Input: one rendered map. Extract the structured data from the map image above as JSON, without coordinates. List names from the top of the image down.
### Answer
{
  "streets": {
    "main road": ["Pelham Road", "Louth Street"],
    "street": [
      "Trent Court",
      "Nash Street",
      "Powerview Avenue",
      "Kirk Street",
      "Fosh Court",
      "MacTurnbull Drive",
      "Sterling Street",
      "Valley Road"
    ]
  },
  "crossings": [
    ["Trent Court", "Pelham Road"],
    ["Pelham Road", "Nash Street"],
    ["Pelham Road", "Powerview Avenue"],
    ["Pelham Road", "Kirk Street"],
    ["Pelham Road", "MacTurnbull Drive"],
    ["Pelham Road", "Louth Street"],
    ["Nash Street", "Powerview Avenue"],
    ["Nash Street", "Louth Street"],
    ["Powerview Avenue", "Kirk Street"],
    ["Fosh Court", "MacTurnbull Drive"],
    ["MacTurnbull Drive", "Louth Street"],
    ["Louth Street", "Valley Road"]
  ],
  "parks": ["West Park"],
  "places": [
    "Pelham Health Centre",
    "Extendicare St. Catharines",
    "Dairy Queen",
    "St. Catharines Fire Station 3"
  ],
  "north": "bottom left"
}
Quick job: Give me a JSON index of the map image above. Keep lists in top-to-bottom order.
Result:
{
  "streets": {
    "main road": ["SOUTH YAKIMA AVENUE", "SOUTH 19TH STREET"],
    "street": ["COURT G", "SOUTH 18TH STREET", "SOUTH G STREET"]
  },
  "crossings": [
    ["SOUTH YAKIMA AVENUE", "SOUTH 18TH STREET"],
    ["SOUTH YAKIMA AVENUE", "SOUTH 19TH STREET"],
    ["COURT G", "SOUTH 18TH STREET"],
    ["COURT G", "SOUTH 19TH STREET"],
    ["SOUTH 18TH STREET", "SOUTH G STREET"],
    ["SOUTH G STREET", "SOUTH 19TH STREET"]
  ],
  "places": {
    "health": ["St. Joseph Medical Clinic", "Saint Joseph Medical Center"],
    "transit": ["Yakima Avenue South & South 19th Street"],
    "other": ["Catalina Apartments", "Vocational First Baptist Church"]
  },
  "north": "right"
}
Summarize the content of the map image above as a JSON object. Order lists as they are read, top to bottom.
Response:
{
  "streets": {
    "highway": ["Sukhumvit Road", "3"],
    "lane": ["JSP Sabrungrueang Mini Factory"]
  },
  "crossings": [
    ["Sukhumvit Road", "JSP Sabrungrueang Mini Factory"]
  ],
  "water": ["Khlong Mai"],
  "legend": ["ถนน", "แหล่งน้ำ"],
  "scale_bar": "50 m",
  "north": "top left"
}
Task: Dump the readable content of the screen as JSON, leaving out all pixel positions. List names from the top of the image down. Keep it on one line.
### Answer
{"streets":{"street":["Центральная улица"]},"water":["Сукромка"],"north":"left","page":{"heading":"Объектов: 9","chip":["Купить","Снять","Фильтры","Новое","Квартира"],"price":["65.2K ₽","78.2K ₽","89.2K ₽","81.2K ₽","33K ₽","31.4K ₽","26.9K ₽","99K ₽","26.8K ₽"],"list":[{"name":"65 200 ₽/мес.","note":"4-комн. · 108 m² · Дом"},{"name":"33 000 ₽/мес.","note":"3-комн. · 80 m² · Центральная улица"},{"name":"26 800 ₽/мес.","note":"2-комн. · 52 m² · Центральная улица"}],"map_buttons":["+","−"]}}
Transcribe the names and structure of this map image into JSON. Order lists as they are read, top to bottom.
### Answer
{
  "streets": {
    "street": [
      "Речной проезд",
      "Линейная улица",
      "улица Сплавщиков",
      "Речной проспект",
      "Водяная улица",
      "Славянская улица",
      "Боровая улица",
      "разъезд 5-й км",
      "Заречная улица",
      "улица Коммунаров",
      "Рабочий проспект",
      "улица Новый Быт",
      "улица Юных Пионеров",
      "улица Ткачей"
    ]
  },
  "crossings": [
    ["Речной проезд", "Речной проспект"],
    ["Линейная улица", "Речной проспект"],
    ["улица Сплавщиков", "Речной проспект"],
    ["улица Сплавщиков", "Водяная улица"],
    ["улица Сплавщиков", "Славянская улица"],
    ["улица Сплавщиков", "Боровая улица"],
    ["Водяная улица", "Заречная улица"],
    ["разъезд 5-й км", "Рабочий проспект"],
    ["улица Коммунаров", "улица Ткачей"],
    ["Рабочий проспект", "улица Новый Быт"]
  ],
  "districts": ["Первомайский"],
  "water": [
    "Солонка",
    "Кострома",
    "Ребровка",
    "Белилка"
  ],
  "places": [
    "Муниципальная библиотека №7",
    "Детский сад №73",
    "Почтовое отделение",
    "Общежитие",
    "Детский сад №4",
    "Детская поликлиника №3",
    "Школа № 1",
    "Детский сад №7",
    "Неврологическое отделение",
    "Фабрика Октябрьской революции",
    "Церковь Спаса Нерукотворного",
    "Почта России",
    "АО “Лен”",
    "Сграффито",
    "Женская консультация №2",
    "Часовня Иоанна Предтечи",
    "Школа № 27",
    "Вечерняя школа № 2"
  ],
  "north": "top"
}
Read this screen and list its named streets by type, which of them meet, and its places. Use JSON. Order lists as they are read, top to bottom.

YOUR OBJECTIVE: What lines in the data include the string "Keep"? Copy each one.

TASK ANSWER:
Quick job: Give me a JSON index of the map image above. Keep lists in top-to-bottom order.
Task: Dump the readable content of the screen as JSON, leaving out all pixel positions. List names from the top of the image down. Keep it on one line.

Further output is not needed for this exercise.